▶ _Exercise requirements_
Give the data again exactly, without its images.

▶ _Supplied data_
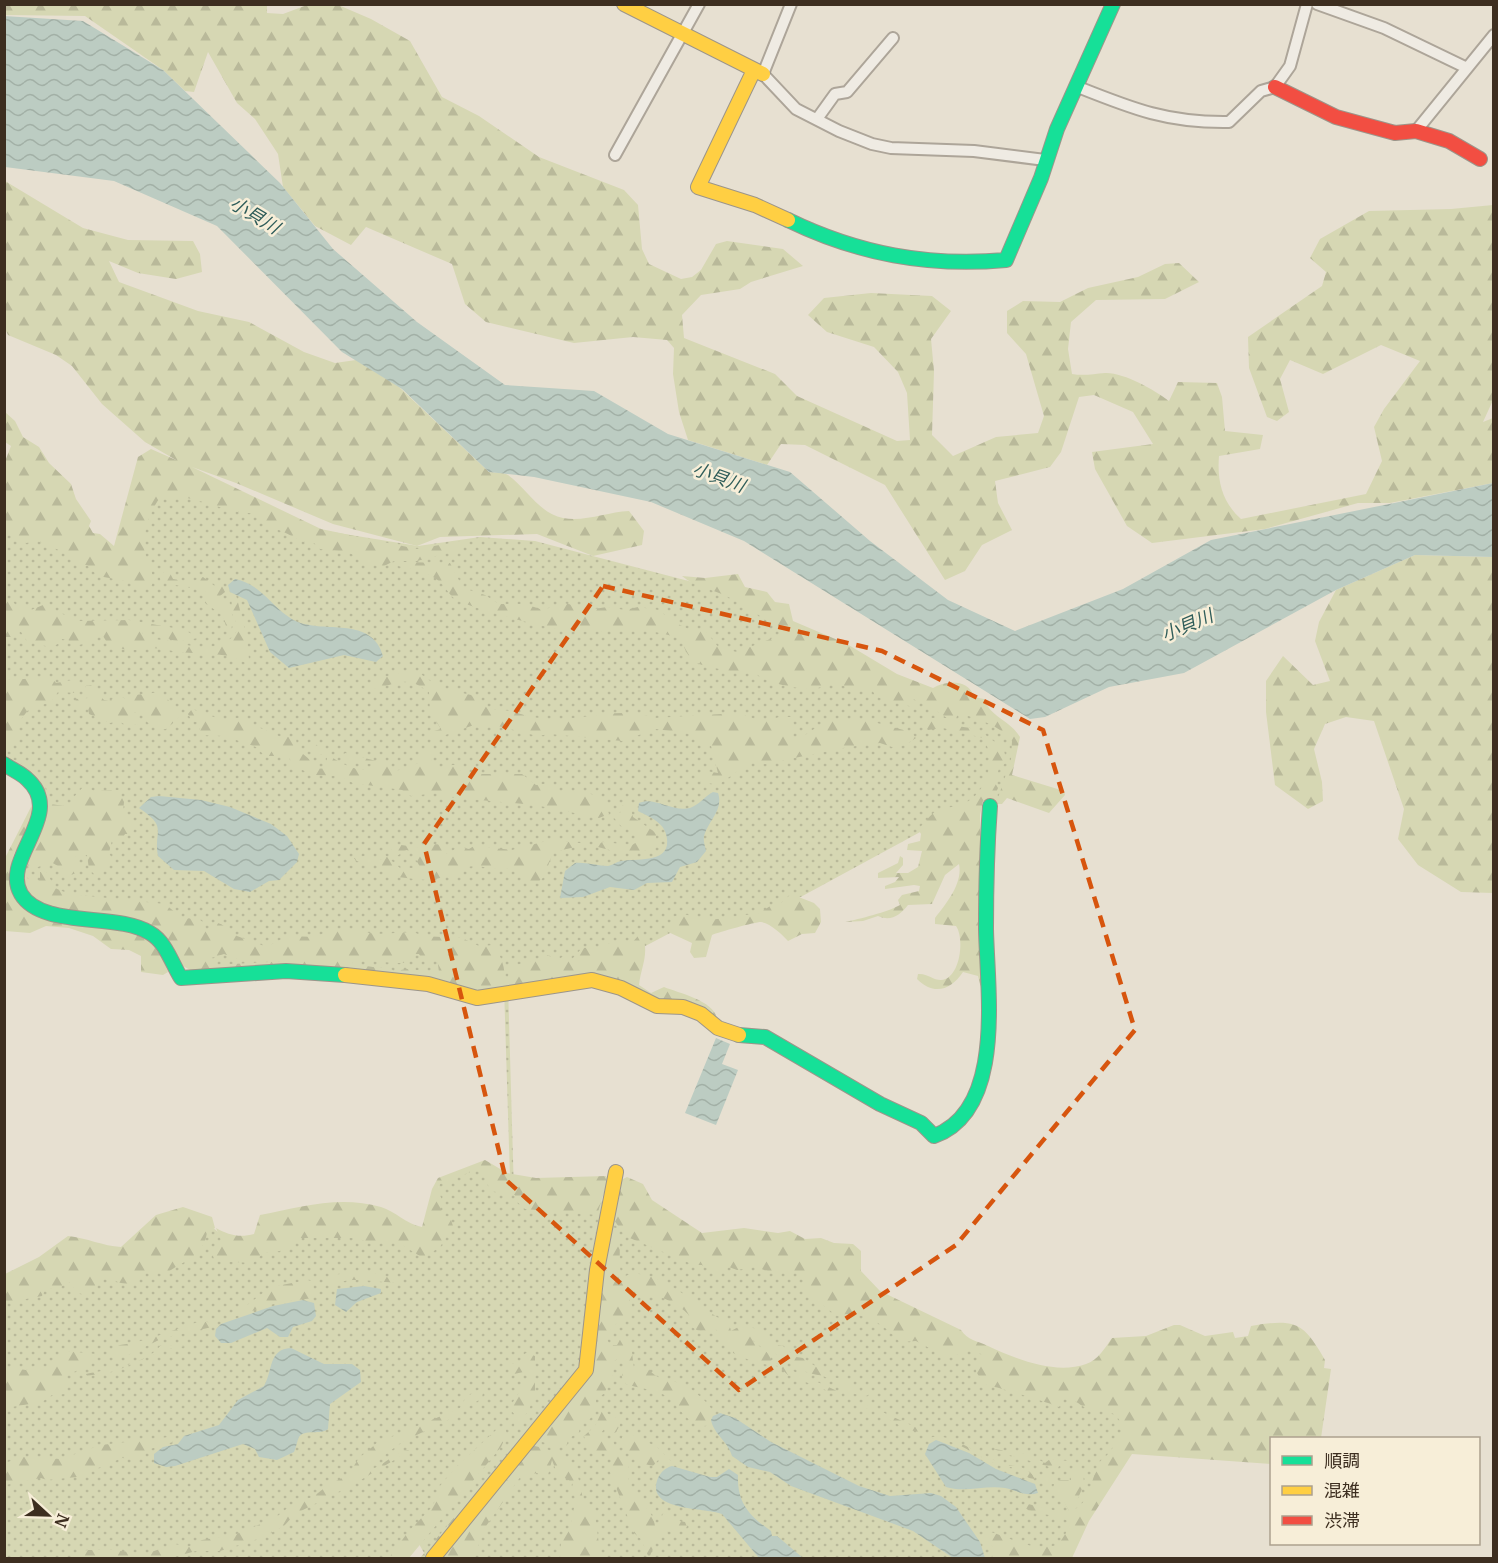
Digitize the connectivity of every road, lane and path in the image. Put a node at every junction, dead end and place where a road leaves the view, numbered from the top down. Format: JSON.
{"nodes":[{"id":1,"x":624,"y":4,"type":"edge"},
{"id":2,"x":699,"y":4,"type":"edge"},
{"id":3,"x":791,"y":4,"type":"edge"},
{"id":4,"x":1113,"y":4,"type":"edge"},
{"id":5,"x":1307,"y":4,"type":"edge"},
{"id":6,"x":1317,"y":4,"type":"edge"},
{"id":7,"x":1494,"y":35,"type":"edge"},
{"id":8,"x":683,"y":36,"type":"junction"},
{"id":9,"x":893,"y":38,"type":"dead end"},
{"id":10,"x":1467,"y":68,"type":"junction"},
{"id":11,"x":759,"y":72,"type":"junction"},
{"id":12,"x":1078,"y":87,"type":"junction"},
{"id":13,"x":1275,"y":87,"type":"junction"},
{"id":14,"x":817,"y":119,"type":"junction"},
{"id":15,"x":1416,"y":131,"type":"junction"},
{"id":16,"x":615,"y":155,"type":"dead end"},
{"id":17,"x":1480,"y":159,"type":"dead end"},
{"id":18,"x":1045,"y":160,"type":"junction"},
{"id":19,"x":4,"y":764,"type":"edge"},
{"id":20,"x":990,"y":806,"type":"dead end"},
{"id":21,"x":616,"y":1172,"type":"dead end"},
{"id":22,"x":433,"y":1558,"type":"edge"}],
"edges":[{"from":1,"to":8,"type":"street"},
{"from":2,"to":8,"type":"street"},
{"from":3,"to":11,"type":"street"},
{"from":4,"to":12,"type":"street"},
{"from":5,"to":13,"type":"street"},
{"from":6,"to":10,"type":"street"},
{"from":7,"to":10,"type":"street"},
{"from":8,"to":11,"type":"street"},
{"from":8,"to":16,"type":"street"},
{"from":9,"to":14,"type":"street"},
{"from":10,"to":15,"type":"street"},
{"from":11,"to":14,"type":"street"},
{"from":11,"to":18,"type":"street"},
{"from":12,"to":13,"type":"street"},
{"from":12,"to":18,"type":"street"},
{"from":13,"to":15,"type":"street"},
{"from":14,"to":18,"type":"street"},
{"from":15,"to":17,"type":"street"},
{"from":19,"to":20,"type":"street"},
{"from":21,"to":22,"type":"street"}]}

▶ _Exercise response_
Digitize the connectivity of every road, lane and path in the image. Put a node at every junction, dead end and place where a road leaves the view, numbered from the top down. Format: JSON.
{"nodes":[{"id":1,"x":624,"y":4,"type":"edge"},
{"id":2,"x":699,"y":4,"type":"edge"},
{"id":3,"x":791,"y":4,"type":"edge"},
{"id":4,"x":1113,"y":4,"type":"edge"},
{"id":5,"x":1307,"y":4,"type":"edge"},
{"id":6,"x":1317,"y":4,"type":"edge"},
{"id":7,"x":1494,"y":35,"type":"edge"},
{"id":8,"x":683,"y":36,"type":"junction"},
{"id":9,"x":893,"y":38,"type":"dead end"},
{"id":10,"x":1467,"y":68,"type":"junction"},
{"id":11,"x":759,"y":72,"type":"junction"},
{"id":12,"x":1078,"y":87,"type":"junction"},
{"id":13,"x":1275,"y":87,"type":"junction"},
{"id":14,"x":817,"y":119,"type":"junction"},
{"id":15,"x":1416,"y":131,"type":"junction"},
{"id":16,"x":615,"y":155,"type":"dead end"},
{"id":17,"x":1480,"y":159,"type":"dead end"},
{"id":18,"x":1045,"y":160,"type":"junction"},
{"id":19,"x":4,"y":764,"type":"edge"},
{"id":20,"x":990,"y":806,"type":"dead end"},
{"id":21,"x":616,"y":1172,"type":"dead end"},
{"id":22,"x":433,"y":1558,"type":"edge"}],
"edges":[{"from":1,"to":8,"type":"street"},
{"from":2,"to":8,"type":"street"},
{"from":3,"to":11,"type":"street"},
{"from":4,"to":12,"type":"street"},
{"from":5,"to":13,"type":"street"},
{"from":6,"to":10,"type":"street"},
{"from":7,"to":10,"type":"street"},
{"from":8,"to":11,"type":"street"},
{"from":8,"to":16,"type":"street"},
{"from":9,"to":14,"type":"street"},
{"from":10,"to":15,"type":"street"},
{"from":11,"to":14,"type":"street"},
{"from":11,"to":18,"type":"street"},
{"from":12,"to":13,"type":"street"},
{"from":12,"to":18,"type":"street"},
{"from":13,"to":15,"type":"street"},
{"from":14,"to":18,"type":"street"},
{"from":15,"to":17,"type":"street"},
{"from":19,"to":20,"type":"street"},
{"from":21,"to":22,"type":"street"}]}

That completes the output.